I spent my career designing and planning Department of Veterans Affairs (VA) buildings and health care delivery strategies Here are some specific VA reforms needed. The principles underlining these could be also applied to other Departments.
1. Make requests for VA Construction Funding a part of each VA Administration’s budget request, not a part of a separate Construction request. Project priorities should be reevaluated for each budget submission by the respective Administration. This would put responsibility for the content of project submissions squarely on the using Administration.
2. Once Congress approves funding for a project, the project’s VA Administration (Veterans Health Administration, Veterans Benefit Administration or National Cemetery Administration) should hold the funds and be responsible for budget management. Currently Office of Construction and Facility Management (OCFM) holds the funds and the using Administration is not a part of budget management. This is roughly analogous to letting your car dealer decide which car you should have and how much you should pay.
3. Require all VA organizational elements to use the same geographic alignments. Require all boundaries to align with State lines. Currently VHA, VBA, NCA, OIT, OCFM etc. divide the country differently. This would make it easier to define needs and coordinate internally and externally. It would also make it possible to see how much money is sent to each State and Congressional District.
4. Require VA buildings housing programs needed to back up DoD in war to be government-owned and designed to DoD security standards. All other VA buildings, owned and leased, should be designed to the standards of the community. Currently VA has its own construction and physical security standards which are expensive and not uniformly applied. There is no reason to hold VA outpatient care and administrative functions to a higher physical security standard than the private sector. The physical security standards are one of the reasons for extremely expensive VA construction and leases.
5. Interstitial mechanical floors should not be included in VA buildings. While an interesting engineering solution, interstitial mechanical floors are extremely expensive to build. Maintenance and future renovation savings do not offset the costs—in some cases they actually complicate future work. Since these floors are semi-conditioned space, they also result in higher energy costs than an equally well-built and insulated conventional building. There are other VA building standards that needlessly drive up costs—these should also be reviewed and eliminated.
6. Require VA contracts and services to be procured solely through consideration of cost, quality, and time. Any costs associated with meeting other goals must be paid for with funds appropriated for those purposes. For example, if a building to house Veteran health care programs could be constructed for $100,000,000 but the proposed contract includes an additional $200,000 to meet a small business goal and an additional $2,000,000 to meet a “Green” building goal that exceeds what is typical for the building type, then those additional costs, of $2,200,000, must come from funds appropriated for those other goals. If such funds are not available, then the small business and “Green” requirements must be deleted.
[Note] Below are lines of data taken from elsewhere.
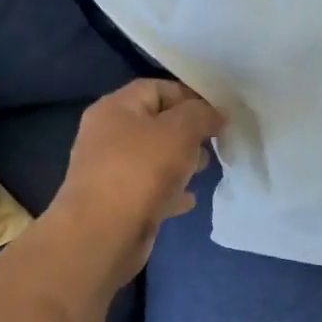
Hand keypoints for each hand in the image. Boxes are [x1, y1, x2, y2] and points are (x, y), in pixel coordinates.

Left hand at [43, 79, 224, 286]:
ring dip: (182, 161)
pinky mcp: (118, 202)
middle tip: (215, 144)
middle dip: (189, 132)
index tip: (218, 115)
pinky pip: (151, 188)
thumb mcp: (180, 131)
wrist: (104, 233)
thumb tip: (215, 114)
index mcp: (116, 108)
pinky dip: (172, 190)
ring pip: (155, 157)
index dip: (190, 96)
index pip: (157, 88)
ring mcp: (111, 170)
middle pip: (156, 123)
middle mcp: (108, 135)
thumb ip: (201, 114)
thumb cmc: (141, 171)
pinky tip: (190, 199)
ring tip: (205, 170)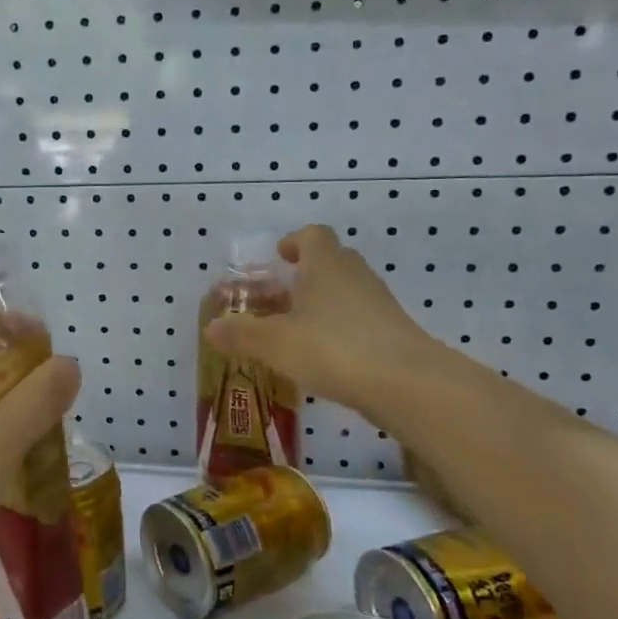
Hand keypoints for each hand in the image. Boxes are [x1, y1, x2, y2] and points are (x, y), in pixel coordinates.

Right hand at [204, 225, 438, 417]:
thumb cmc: (332, 348)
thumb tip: (211, 328)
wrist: (406, 382)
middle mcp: (353, 275)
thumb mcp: (274, 343)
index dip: (294, 242)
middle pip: (329, 262)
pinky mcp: (393, 331)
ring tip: (294, 331)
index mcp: (324, 264)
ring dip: (320, 304)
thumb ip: (241, 334)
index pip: (312, 235)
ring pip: (344, 292)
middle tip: (278, 297)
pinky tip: (323, 356)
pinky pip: (359, 319)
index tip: (279, 256)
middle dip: (303, 276)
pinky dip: (339, 329)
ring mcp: (378, 303)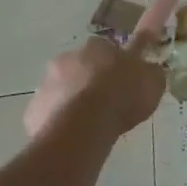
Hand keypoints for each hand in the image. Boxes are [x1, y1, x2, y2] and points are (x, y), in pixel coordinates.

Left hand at [23, 36, 164, 142]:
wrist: (85, 126)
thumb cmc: (122, 96)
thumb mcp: (153, 82)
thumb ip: (151, 73)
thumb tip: (151, 70)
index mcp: (97, 46)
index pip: (105, 48)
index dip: (114, 64)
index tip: (121, 80)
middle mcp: (67, 58)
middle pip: (80, 67)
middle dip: (90, 81)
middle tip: (106, 103)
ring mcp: (46, 84)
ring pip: (61, 90)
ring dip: (72, 101)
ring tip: (90, 126)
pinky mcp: (33, 111)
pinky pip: (48, 114)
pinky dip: (57, 123)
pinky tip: (72, 138)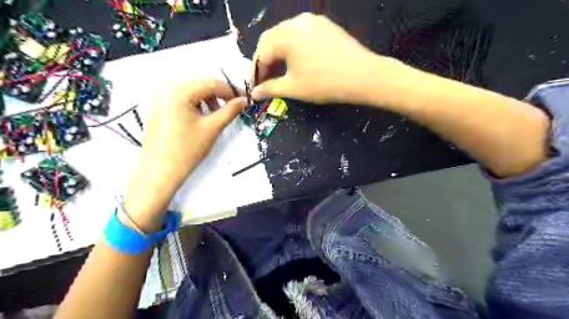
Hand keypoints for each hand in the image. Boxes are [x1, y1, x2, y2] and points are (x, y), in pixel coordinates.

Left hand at [122, 79, 246, 230]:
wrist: (160, 172)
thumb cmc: (188, 149)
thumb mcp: (213, 128)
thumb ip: (230, 111)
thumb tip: (244, 100)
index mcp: (180, 92)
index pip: (210, 83)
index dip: (229, 90)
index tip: (242, 100)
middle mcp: (167, 90)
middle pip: (199, 84)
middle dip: (218, 94)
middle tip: (231, 107)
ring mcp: (160, 100)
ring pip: (190, 92)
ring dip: (207, 99)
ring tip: (216, 114)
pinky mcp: (158, 110)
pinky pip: (180, 100)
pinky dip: (195, 104)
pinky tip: (201, 118)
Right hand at [253, 12, 398, 104]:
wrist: (363, 76)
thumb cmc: (324, 84)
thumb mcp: (294, 88)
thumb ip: (270, 88)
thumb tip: (254, 93)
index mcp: (285, 36)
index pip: (261, 52)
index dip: (256, 71)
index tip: (256, 86)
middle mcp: (296, 22)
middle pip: (271, 39)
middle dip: (265, 60)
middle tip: (266, 79)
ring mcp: (312, 21)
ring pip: (285, 34)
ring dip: (278, 52)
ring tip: (280, 71)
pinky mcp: (324, 25)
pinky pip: (300, 33)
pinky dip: (292, 46)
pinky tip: (296, 60)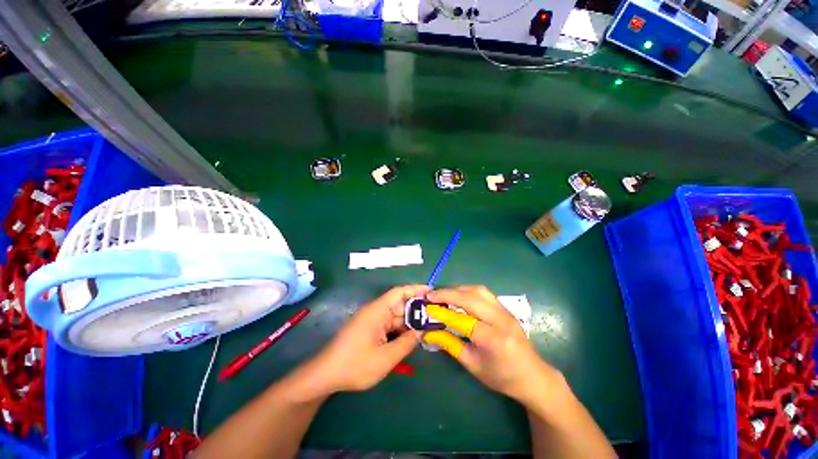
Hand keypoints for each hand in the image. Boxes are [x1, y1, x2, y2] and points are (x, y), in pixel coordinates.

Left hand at [302, 284, 429, 393]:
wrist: (325, 376)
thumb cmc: (354, 365)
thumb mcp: (385, 358)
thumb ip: (406, 343)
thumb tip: (421, 331)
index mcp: (377, 311)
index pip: (399, 292)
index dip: (416, 289)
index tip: (432, 292)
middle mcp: (375, 312)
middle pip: (400, 305)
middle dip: (417, 310)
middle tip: (436, 316)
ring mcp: (372, 321)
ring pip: (396, 317)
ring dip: (410, 322)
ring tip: (429, 327)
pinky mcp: (370, 330)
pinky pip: (389, 326)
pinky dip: (401, 330)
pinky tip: (412, 337)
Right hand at [424, 286, 564, 404]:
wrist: (533, 376)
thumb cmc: (502, 376)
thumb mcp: (473, 365)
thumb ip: (450, 345)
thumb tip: (429, 333)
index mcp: (493, 339)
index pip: (462, 320)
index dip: (442, 313)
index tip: (427, 308)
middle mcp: (500, 320)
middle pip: (471, 298)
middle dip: (448, 294)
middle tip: (431, 295)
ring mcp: (505, 311)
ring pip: (478, 290)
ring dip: (458, 289)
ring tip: (443, 294)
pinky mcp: (505, 308)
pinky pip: (484, 293)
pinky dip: (468, 290)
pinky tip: (459, 296)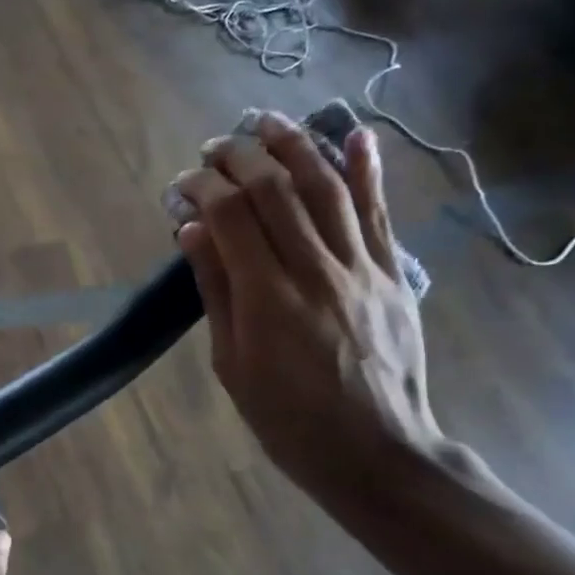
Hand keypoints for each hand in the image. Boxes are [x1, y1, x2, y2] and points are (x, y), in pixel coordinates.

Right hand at [171, 111, 442, 520]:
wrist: (377, 453)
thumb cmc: (289, 420)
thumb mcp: (233, 366)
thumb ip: (216, 292)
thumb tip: (193, 230)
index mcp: (268, 299)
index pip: (230, 216)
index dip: (203, 187)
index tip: (182, 184)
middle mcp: (315, 271)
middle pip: (276, 189)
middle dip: (240, 156)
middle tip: (215, 146)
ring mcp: (361, 268)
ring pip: (326, 188)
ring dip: (295, 145)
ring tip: (267, 121)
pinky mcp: (392, 274)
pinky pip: (380, 212)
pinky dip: (368, 170)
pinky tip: (355, 135)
7. For Nonrecurring Maintenance (NRM) projects, budget authorizations must be worded to allow carryover to future fiscal years. Something must be done to stop the intense pressure to quickly obligate and spend NRM program funds. In my office, we referred to the annual NRM program plan as our “burn plan”. The only meaningful metric was getting the funds obligated.
8. Medical Center Directors should be operating officers responsible for the day-to-day care of Veterans. Decisions on where to spend capital funds must be made at the Veterans Integrated Service Network (VISN) level and above. Currently strong Medical Center Directors make decisions that are in conflict with where the real needs are. This happens at small rural facilities and also at large ones. Medical Centers do need adequate maintenance funding and the ability to keep facilities safe and functional, but large investments should be decided based on the overall needs of Veterans in the entire market, state, VISN and nation.
9. Access to care metrics must include consideration of the workload capacities of each point of care. In other words, a Veteran within 30 minutes of a point of care with no appointments for 6 months does not have acceptable access. Access distances and times must not be seen as absolutes. What is needed first is high quality care.
10. Continue the VA Integrated Planning Process which compares a market driven ideal VA benefits and care solution to the status quo, and develops a process for improvement.
During my VA career there were numerous efforts to fix, realign, or transform VA. In every case it seemed that the effort to transform was pushed without a real understanding of how the bureaucracy was organized or worked. This lack of understanding allowed the bureaucracy to react like a living thing to defend itself. Transformation efforts usually zeroed in on an issue without coordinating with related functions or offices. By not coordinating these efforts, the overall bureaucracy was able to avoid accountability, maintain compartments of deniability to allow spreading the blame in case of (inevitable) failure, and confine any damage to only a part of itself. The transformation ideas themselves were nearly always good. When a new scandal in the 4th Branch of government is confirmed the first response should be to immediately reduce the responsible organization’s funding. The bureaucracy will respond by cutting programs that may be unrelated to the scandal but are highly visible. The correct response is to further cut the budget and hold the managers accountable for making sure that the important things still get done.